DESCRIPTION OF THE TASK:
List every line below containing "dead".

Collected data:
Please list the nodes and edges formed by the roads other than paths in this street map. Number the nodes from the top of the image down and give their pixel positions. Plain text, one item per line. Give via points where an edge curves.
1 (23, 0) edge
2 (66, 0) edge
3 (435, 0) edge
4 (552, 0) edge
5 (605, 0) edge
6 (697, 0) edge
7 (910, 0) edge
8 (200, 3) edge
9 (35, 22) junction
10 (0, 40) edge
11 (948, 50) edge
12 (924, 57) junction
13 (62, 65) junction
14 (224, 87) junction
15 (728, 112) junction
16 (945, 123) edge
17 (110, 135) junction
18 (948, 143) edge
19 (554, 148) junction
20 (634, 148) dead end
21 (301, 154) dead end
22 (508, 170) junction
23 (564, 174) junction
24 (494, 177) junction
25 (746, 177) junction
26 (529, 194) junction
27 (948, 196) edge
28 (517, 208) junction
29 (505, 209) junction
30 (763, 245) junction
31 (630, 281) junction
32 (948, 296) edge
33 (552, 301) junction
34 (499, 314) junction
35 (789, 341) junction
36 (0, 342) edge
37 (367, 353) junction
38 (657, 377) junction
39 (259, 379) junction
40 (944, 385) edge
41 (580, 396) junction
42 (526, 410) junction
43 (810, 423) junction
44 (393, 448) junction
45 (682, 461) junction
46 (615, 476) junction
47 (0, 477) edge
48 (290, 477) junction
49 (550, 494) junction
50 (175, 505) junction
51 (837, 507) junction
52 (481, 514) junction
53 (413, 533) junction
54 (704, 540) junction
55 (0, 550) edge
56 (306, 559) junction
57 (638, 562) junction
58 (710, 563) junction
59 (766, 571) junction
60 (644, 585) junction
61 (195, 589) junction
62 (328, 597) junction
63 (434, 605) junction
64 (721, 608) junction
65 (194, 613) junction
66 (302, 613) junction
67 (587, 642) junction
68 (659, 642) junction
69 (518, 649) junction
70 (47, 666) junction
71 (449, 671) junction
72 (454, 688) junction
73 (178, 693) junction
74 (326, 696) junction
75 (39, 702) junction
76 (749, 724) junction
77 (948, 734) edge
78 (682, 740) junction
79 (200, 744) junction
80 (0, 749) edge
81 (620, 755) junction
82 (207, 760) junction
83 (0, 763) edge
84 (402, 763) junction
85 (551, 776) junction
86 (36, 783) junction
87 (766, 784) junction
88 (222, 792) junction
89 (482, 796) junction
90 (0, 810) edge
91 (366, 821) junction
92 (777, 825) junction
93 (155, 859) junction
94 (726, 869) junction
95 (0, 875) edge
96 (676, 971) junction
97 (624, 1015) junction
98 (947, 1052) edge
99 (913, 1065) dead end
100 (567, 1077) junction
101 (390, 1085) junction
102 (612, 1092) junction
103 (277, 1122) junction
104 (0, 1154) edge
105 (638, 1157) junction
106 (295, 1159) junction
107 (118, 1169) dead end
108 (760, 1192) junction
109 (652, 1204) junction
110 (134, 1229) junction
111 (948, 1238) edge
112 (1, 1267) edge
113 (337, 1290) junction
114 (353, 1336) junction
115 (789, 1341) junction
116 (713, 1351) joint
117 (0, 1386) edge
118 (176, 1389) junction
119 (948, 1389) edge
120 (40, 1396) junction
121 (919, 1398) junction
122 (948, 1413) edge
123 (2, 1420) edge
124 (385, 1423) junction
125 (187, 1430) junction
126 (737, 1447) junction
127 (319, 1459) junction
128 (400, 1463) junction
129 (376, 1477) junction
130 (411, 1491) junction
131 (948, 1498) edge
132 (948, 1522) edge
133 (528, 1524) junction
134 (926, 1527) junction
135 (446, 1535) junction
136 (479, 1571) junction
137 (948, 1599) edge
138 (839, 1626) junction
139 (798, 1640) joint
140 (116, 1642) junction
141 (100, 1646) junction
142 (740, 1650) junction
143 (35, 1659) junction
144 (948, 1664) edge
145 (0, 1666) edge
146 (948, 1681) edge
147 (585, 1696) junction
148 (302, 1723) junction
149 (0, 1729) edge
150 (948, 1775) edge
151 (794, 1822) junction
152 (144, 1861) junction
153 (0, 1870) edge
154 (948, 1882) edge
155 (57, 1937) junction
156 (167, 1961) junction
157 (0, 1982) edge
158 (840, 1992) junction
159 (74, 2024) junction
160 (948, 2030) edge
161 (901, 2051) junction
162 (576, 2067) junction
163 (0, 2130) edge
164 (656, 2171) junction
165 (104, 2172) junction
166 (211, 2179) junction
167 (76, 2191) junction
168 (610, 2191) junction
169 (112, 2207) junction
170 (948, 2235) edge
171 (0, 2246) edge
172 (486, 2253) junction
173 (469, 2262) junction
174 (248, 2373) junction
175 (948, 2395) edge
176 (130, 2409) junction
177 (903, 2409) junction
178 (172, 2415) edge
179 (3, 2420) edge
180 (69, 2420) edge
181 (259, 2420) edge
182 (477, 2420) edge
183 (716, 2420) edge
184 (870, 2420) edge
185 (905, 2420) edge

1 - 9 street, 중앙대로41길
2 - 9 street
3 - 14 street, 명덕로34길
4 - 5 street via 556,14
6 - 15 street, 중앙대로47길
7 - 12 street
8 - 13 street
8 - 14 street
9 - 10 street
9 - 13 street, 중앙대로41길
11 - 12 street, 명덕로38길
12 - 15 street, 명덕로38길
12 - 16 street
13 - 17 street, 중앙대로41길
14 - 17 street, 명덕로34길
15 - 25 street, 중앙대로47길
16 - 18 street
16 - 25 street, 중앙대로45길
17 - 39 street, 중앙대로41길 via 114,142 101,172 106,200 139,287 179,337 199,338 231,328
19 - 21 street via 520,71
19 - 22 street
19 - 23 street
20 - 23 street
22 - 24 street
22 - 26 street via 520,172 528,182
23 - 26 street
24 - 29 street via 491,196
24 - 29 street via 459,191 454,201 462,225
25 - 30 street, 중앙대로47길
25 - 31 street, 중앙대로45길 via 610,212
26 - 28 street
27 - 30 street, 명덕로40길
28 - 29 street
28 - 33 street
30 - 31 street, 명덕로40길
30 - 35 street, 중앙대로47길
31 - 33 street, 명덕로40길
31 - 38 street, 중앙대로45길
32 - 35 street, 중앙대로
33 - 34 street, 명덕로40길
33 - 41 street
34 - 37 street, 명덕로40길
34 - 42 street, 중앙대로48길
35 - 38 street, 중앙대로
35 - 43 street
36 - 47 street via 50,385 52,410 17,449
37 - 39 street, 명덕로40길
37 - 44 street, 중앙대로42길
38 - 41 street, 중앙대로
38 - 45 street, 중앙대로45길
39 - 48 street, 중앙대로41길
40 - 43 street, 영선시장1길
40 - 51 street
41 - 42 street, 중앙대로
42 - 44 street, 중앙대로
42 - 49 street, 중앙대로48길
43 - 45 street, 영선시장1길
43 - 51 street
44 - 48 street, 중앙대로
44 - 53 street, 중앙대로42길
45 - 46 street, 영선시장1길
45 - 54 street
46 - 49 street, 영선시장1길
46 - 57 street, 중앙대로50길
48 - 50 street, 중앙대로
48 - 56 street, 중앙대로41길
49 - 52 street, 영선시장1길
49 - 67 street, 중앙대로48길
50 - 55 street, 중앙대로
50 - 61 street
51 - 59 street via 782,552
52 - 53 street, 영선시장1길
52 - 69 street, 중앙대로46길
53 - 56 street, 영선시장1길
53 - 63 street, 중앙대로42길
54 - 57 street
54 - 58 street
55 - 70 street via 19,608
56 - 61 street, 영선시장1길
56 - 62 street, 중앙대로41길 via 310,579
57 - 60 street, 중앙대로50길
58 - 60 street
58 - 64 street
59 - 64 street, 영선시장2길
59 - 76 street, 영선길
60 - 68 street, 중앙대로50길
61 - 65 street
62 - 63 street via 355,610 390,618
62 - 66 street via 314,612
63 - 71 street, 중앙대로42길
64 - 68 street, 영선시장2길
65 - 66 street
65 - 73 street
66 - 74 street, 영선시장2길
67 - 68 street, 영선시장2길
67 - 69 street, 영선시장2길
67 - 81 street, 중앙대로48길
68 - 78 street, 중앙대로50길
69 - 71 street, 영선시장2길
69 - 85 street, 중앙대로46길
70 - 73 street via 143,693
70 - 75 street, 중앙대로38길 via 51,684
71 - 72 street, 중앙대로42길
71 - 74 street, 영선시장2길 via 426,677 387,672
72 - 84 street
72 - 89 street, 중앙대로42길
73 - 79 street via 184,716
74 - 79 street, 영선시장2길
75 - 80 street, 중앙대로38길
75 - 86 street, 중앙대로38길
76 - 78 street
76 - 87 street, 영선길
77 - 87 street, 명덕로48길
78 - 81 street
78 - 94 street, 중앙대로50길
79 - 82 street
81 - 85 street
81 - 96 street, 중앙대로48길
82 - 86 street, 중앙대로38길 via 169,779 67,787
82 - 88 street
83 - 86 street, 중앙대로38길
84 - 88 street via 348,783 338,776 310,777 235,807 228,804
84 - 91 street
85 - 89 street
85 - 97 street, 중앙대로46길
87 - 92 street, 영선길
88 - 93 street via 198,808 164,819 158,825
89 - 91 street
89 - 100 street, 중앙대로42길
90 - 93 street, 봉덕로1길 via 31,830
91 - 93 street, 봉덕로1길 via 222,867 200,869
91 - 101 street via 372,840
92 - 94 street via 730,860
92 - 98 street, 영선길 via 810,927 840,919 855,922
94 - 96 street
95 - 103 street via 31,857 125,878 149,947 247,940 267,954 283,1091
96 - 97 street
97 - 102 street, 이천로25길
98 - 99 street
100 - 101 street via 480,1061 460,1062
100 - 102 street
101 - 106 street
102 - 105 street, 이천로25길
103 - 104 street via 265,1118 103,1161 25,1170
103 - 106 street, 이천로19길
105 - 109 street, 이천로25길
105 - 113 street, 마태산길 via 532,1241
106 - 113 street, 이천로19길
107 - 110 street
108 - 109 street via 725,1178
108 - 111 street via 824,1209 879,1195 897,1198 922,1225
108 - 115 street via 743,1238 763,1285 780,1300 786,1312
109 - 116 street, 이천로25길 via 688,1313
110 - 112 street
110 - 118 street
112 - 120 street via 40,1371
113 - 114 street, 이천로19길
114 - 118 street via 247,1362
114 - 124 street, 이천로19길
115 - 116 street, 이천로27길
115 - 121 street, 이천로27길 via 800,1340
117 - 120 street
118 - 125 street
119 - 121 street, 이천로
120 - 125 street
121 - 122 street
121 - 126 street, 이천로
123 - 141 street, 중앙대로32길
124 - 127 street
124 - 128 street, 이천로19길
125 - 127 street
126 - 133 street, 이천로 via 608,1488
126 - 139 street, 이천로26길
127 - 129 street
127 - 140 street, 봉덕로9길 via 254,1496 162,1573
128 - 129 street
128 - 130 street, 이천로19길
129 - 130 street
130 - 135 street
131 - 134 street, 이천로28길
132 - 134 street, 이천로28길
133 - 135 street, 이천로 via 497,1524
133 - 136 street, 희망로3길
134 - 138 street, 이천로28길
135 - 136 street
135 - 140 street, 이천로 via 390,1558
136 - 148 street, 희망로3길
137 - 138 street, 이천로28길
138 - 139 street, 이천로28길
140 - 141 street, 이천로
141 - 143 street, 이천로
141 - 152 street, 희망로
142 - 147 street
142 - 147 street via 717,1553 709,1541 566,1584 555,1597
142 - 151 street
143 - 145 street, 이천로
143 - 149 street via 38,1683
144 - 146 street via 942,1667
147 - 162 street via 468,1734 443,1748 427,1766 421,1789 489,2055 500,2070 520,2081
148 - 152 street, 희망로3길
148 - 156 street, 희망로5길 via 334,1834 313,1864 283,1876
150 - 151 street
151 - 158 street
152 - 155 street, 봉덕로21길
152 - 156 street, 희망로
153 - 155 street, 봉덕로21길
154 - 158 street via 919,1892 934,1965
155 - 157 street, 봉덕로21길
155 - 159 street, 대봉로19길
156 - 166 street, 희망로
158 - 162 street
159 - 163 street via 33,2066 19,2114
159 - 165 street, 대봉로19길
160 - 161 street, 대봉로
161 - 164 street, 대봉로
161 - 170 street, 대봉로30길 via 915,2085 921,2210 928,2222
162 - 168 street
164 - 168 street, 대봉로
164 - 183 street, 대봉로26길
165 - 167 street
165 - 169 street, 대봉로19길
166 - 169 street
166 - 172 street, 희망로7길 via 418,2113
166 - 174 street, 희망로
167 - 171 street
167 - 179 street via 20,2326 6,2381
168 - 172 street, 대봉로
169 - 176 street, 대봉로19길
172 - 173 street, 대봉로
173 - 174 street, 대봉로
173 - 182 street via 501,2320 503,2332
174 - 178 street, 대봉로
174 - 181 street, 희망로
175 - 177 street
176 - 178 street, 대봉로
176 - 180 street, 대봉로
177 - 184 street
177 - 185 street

ANSWER BOX:
20 (634, 148) dead end
21 (301, 154) dead end
99 (913, 1065) dead end
107 (118, 1169) dead end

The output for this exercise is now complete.